**YOUR ASSIGNMENT**
Repeat every record below, word for word.

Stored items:
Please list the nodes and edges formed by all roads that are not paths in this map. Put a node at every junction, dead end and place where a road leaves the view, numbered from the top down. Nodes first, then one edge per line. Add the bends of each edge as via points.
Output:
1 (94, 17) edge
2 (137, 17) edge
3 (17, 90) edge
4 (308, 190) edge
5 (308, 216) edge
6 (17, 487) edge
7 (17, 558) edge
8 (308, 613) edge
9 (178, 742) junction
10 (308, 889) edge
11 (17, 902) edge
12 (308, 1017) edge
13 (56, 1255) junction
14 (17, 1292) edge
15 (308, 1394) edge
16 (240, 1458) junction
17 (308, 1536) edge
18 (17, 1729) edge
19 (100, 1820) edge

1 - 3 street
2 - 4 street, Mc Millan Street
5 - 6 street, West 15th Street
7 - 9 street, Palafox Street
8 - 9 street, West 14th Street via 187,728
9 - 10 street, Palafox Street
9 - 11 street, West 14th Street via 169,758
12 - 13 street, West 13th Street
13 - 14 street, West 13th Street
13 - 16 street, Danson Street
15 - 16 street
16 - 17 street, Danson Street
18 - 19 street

**EXERCISE OUTPUT**
Please list the nodes and edges formed by all roads that are not paths in this map. Put a node at every junction, dead end and place where a road leaves the view, numbered from the top down. Nodes first, then one edge per line. Add the bends of each edge as via points.
Output:
1 (94, 17) edge
2 (137, 17) edge
3 (17, 90) edge
4 (308, 190) edge
5 (308, 216) edge
6 (17, 487) edge
7 (17, 558) edge
8 (308, 613) edge
9 (178, 742) junction
10 (308, 889) edge
11 (17, 902) edge
12 (308, 1017) edge
13 (56, 1255) junction
14 (17, 1292) edge
15 (308, 1394) edge
16 (240, 1458) junction
17 (308, 1536) edge
18 (17, 1729) edge
19 (100, 1820) edge

1 - 3 street
2 - 4 street, Mc Millan Street
5 - 6 street, West 15th Street
7 - 9 street, Palafox Street
8 - 9 street, West 14th Street via 187,728
9 - 10 street, Palafox Street
9 - 11 street, West 14th Street via 169,758
12 - 13 street, West 13th Street
13 - 14 street, West 13th Street
13 - 16 street, Danson Street
15 - 16 street
16 - 17 street, Danson Street
18 - 19 street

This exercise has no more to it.